La relación de Delcy Rodríguez con actores internacionales como Rusia e Irán ha generado inquietud en los últimos días sobre la dirección del nuevo gobierno interino en Venezuela. Según informó CBS, María Corina Machado, reconocida líder opositora y premio Nobel de la Paz, manifestó sus dudas sobre la fiabilidad de la presidenta encargada y advirtió que su posicionamiento internacional la convierte en una figura poco confiable tanto en el país como en el exterior. Machado afirmó que Rodríguez ha actuado como puente en las comunicaciones del Estado venezolano con sus principales aliados extranjeros durante años. Estas declaraciones se enmarcan en el complejo escenario que surgió tras la detención de Nicolás Maduro y Cilia Flores, operación atribuida al despliegue militar de Estados Unidos el pasado fin de semana.
De acuerdo con CBS, Machado cuestionó abiertamente la legitimidad y confianza que despierta Delcy Rodríguez entre los venezolanos. “Todo el mundo en Venezuela y en el extranjero sabe quién es y el papel que ha jugado”, expresó Machado en esa entrevista, señalando la percepción negativa que existe hacia la nueva mandataria provisional.

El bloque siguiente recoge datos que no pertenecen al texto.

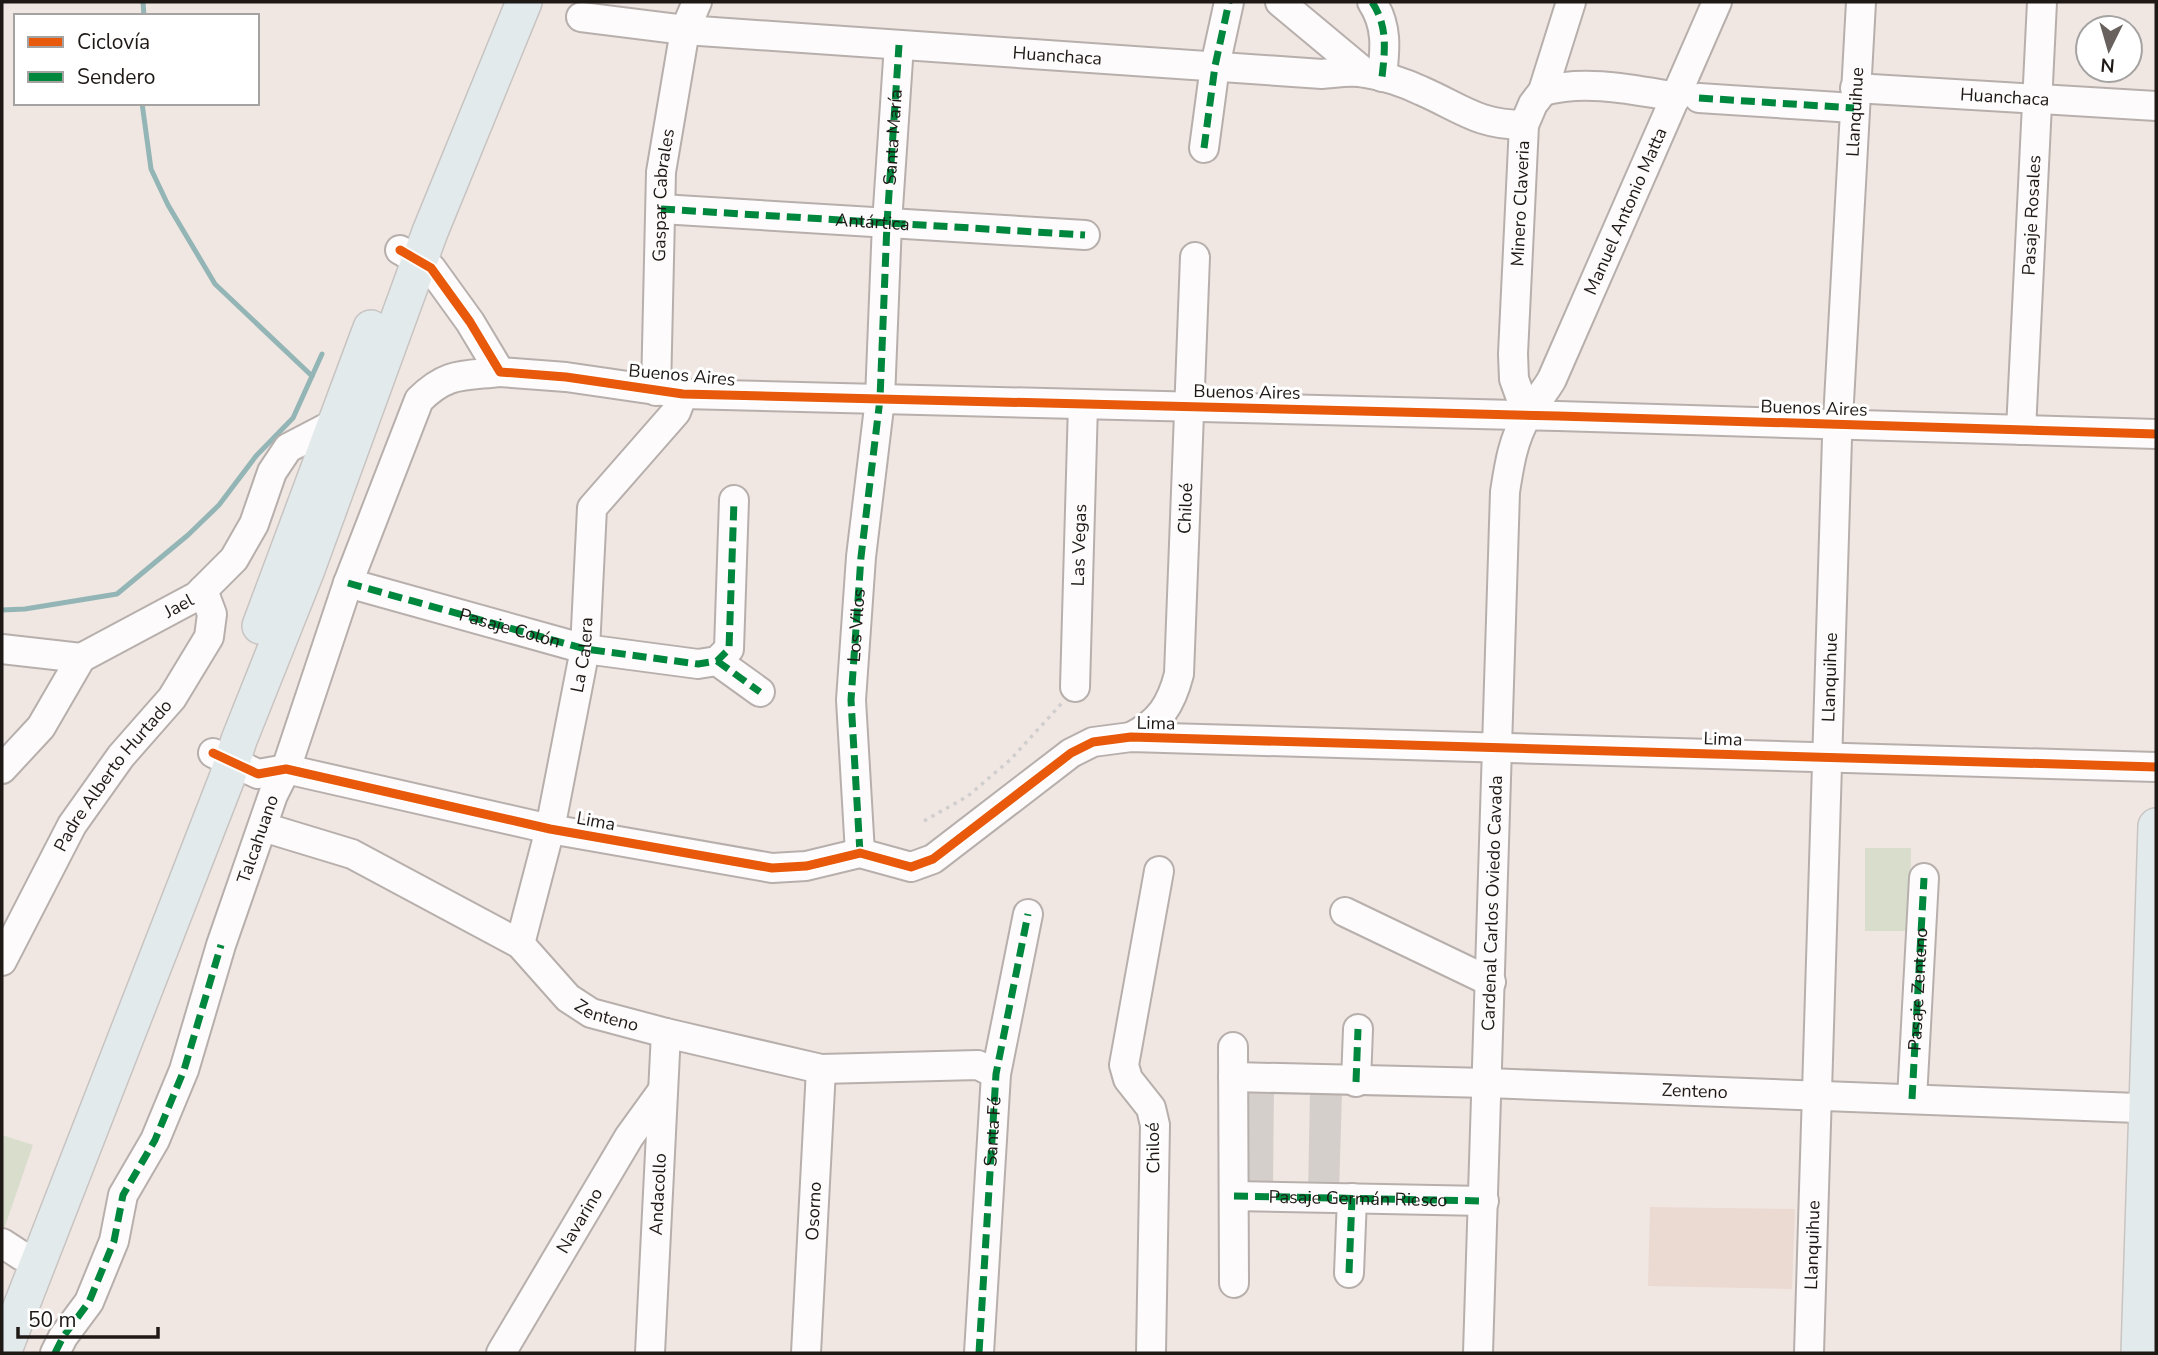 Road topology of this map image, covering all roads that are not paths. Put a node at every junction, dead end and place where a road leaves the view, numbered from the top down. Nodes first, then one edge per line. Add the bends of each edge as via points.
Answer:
1 (500, 2) edge
2 (524, 2) edge
3 (697, 2) edge
4 (1229, 2) edge
5 (1280, 2) edge
6 (1373, 2) edge
7 (1571, 2) edge
8 (1717, 2) edge
9 (1861, 2) edge
10 (2042, 2) edge
11 (582, 17) dead end
12 (685, 30) junction
13 (899, 45) junction
14 (1215, 66) junction
15 (1373, 75) junction
16 (1544, 90) junction
17 (1688, 97) junction
18 (1855, 98) junction
19 (2036, 99) junction
20 (2156, 106) edge
21 (1524, 125) junction
22 (1204, 148) dead end
23 (661, 209) junction
24 (887, 223) junction
25 (1085, 235) dead end
26 (410, 255) junction
27 (1195, 257) dead end
28 (500, 372) junction
29 (656, 391) junction
30 (683, 394) junction
31 (880, 399) junction
32 (1083, 404) junction
33 (1189, 407) junction
34 (1527, 415) junction
35 (334, 424) junction
36 (1837, 424) junction
37 (2021, 430) junction
38 (2156, 434) edge
39 (734, 500) dead end
40 (348, 583) junction
41 (203, 590) junction
42 (2, 649) edge
43 (585, 649) junction
44 (81, 658) junction
45 (717, 661) junction
46 (1075, 687) road end
47 (760, 692) dead end
48 (1131, 737) junction
49 (1498, 748) junction
50 (1827, 758) junction
51 (2156, 767) edge
52 (2, 769) edge
53 (286, 769) junction
54 (244, 771) junction
55 (2156, 826) edge
56 (263, 827) junction
57 (550, 829) junction
58 (860, 853) junction
59 (1159, 871) dead end
60 (1924, 878) dead end
61 (1345, 912) dead end
62 (1028, 914) dead end
63 (520, 944) junction
64 (2, 961) edge
65 (1491, 982) junction
66 (1358, 1028) dead end
67 (666, 1033) junction
68 (116, 1036) junction
69 (1233, 1046) dead end
70 (821, 1069) junction
71 (996, 1074) junction
72 (1233, 1077) junction
73 (1356, 1082) junction
74 (1488, 1083) junction
75 (663, 1090) junction
76 (1817, 1096) junction
77 (1912, 1099) junction
78 (2152, 1106) edge
79 (1234, 1196) junction
80 (1352, 1198) junction
81 (1484, 1201) junction
82 (12, 1249) edge
83 (1349, 1273) dead end
84 (1234, 1283) dead end
85 (2, 1307) edge
86 (3, 1353) edge
87 (55, 1353) edge
88 (501, 1353) edge
89 (650, 1353) edge
90 (806, 1353) edge
91 (979, 1353) edge
92 (1151, 1353) edge
93 (1479, 1353) edge
94 (1809, 1353) edge
95 (2139, 1353) edge

1 - 26 main road
2 - 26 main road
3 - 12 street, Gaspar Cabrales
4 - 14 street
5 - 15 street
6 - 15 street via 1386,43
7 - 16 street, Minero Claveria
8 - 17 street, Manuel Antonio Matta
9 - 18 street, Llanquihue
10 - 19 street, Pasaje Rosales
11 - 12 street, Huanchaca
12 - 13 street, Huanchaca
12 - 23 street, Gaspar Cabrales via 662,172
13 - 14 street, Huanchaca
13 - 24 street, Santa María
14 - 15 street, Huanchaca
14 - 22 street
15 - 21 street, Huanchaca via 1425,92 1484,120
16 - 17 street, Huanchaca via 1617,88
16 - 21 street, Minero Claveria
17 - 18 street, Huanchaca
17 - 34 street, Manuel Antonio Matta via 1552,379
18 - 19 street, Huanchaca
18 - 36 street, Llanquihue
19 - 20 street, Huanchaca
19 - 37 street, Pasaje Rosales
21 - 34 street, Minero Claveria via 1513,354 1514,379
23 - 24 street, Antártica
23 - 29 street, Gaspar Cabrales
24 - 25 street, Antártica
24 - 31 street, Santa María
26 - 28 street via 431,268
26 - 35 main road
26 - 54 main road
27 - 33 street, Chiloé
28 - 29 street, Buenos Aires
28 - 40 street via 456,376 434,385 419,400
29 - 30 street, Buenos Aires
30 - 31 street, Buenos Aires
30 - 43 street, La Calera via 676,412 592,508
31 - 32 street, Buenos Aires
31 - 58 street, Los Vilos via 861,557 851,700
32 - 33 street, Buenos Aires
32 - 46 street, Las Vegas
33 - 34 street, Buenos Aires
33 - 48 street, Chiloé via 1179,674 1159,718
34 - 36 street, Buenos Aires
34 - 49 street, Cardenal Carlos Oviedo Cavada via 1509,463 1505,492
35 - 41 street, Jael via 288,448 272,472 254,523 234,559
35 - 54 main road
36 - 37 street, Buenos Aires
36 - 50 street, Llanquihue
37 - 38 street, Buenos Aires
39 - 45 street via 729,649
40 - 43 street, Pasaje Colón
40 - 53 street
41 - 44 street, Jael
41 - 64 street, Padre Alberto Hurtado via 212,614 209,637 172,698 121,756 72,825
42 - 44 street
43 - 45 street, Pasaje Colón via 698,664
43 - 57 street, La Calera
44 - 52 street via 41,727
45 - 47 street
48 - 49 street, Lima
48 - 58 street, Lima via 1093,741 1071,753 933,859 911,867
49 - 50 street, Lima
49 - 65 street, Cardenal Carlos Oviedo Cavada
50 - 51 street, Lima
50 - 76 street, Llanquihue
53 - 54 street, Lima
53 - 57 street, Lima
54 - 56 street, Talcahuano
54 - 68 main road
55 - 78 main road
56 - 63 street, Zenteno via 352,854
56 - 87 street, Talcahuano via 184,1070 155,1140 123,1195 114,1241 89,1302
57 - 58 street, Lima via 772,868 806,866
57 - 63 street, La Calera
59 - 92 street, Chiloé via 1124,1065 1128,1079 1151,1108 1155,1125
60 - 77 street, Pasaje Zenteno
61 - 65 street
62 - 71 street, Santa Fé
63 - 67 street, Zenteno via 568,998 591,1013
65 - 74 street, Cardenal Carlos Oviedo Cavada
66 - 73 street
67 - 70 street, Zenteno
67 - 75 street, Andacollo
68 - 82 main road
68 - 86 main road
69 - 72 street
70 - 71 street, Zenteno via 978,1065
70 - 90 street, Osorno
71 - 91 street, Santa Fé
72 - 73 street, Zenteno
72 - 79 street
73 - 74 street, Zenteno
74 - 76 street, Zenteno
74 - 81 street, Cardenal Carlos Oviedo Cavada
75 - 88 street, Navarino via 628,1137
75 - 89 street, Andacollo
76 - 77 street, Zenteno
76 - 94 street, Llanquihue
77 - 78 street, Zenteno
78 - 95 main road
79 - 80 street, Pasaje Germán Riesco
79 - 84 street
80 - 81 street, Pasaje Germán Riesco
80 - 83 street
81 - 93 street, Cardenal Carlos Oviedo Cavada
82 - 85 main road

La opositora venezolana insistió en que “nadie en Venezuela se fía de ella”, enfatizando la falta de credibilidad de Rodríguez en medio de la coyuntura política actual.
La operación militar de Estados Unidos, que llevó a la “captura” de Maduro y su esposa, ha desencadenado un proceso de transición dirigido principalmente por Washington. CBS reportó que María Corina Machado, en su intento por recuperar relevancia política durante esta fase de transición, abordó la presión proveniente de la comunidad internacional sobre el régimen anterior y la figura de Rodríguez, a quien describió como “todavía más despiadada” que Maduro. Según detalló el medio estadounidense, Machado considera que Rodríguez cumple funciones bajo órdenes de Estados Unidos, encaminadas a iniciar el desmantelamiento de estructuras criminales alineadas con los intereses del expresidente Maduro.
Machado relató en la citada entrevista que Delcy Rodríguez habría recibido instrucciones directas desde Estados Unidos para abordar de forma activa la eliminación de redes consideradas ilícitas, acciones interpretadas como esenciales para avanzar hacia una transición democrática en Venezuela. A pesar de este rol, CBS expuso que persisten dudas extensas acerca de la capacidad de Rodríguez para encabezar ese proceso, tanto por desconfianza interna como por las opiniones recogidas en el ámbito internacional.
En relación al liderazgo de María Corina Machado y su papel en la transición política, CBS señaló que el presidente de Estados Unidos, Donald Trump, manifestó reservas sobre su idoneidad como figura principal en el nuevo escenario venezolano. Trump argumentó, prevé el medio, que Machado carece del reconocimiento y el respaldo necesarios entre la población para asumir un liderazgo nacional en esta etapa. Según publicó CBS, esta falta de apoyo es uno de los elementos que debilitan su posición dentro del proceso gestionado por actores extranjeros, principalmente por la administración estadounidense.
CBS también detalló la importancia asignada por Machado a las relaciones diplomáticas de Rodríguez con aliados internacionales, lo que, a su juicio, incrementa la complejidad del escenario de transición. Machado la tachó de “el enlace principal” en esas comunicaciones estratégicas mantenidas por el régimen venezolano anterior con países como Rusia e Irán, una función que repercute directamente en la percepción que tienen tanto líderes opositores como la ciudadanía sobre la posibilidad de implementar reformas estables y duraderas.
Este conjunto de declaraciones y acontecimientos representa la última novedad dentro de la serie de pronunciamientos que Machado ha ofrecido a medios estadounidenses. A través de CBS y otras plataformas, la dirigente busca influir en el rumbo de la transición política venezolana y reiterar sus dudas hacia la consolidación de Delcy Rodríguez como figura de confianza, en un contexto marcado por la presión internacional, la participación activa de Estados Unidos y la reconfiguración de alianzas tanto internas como externas.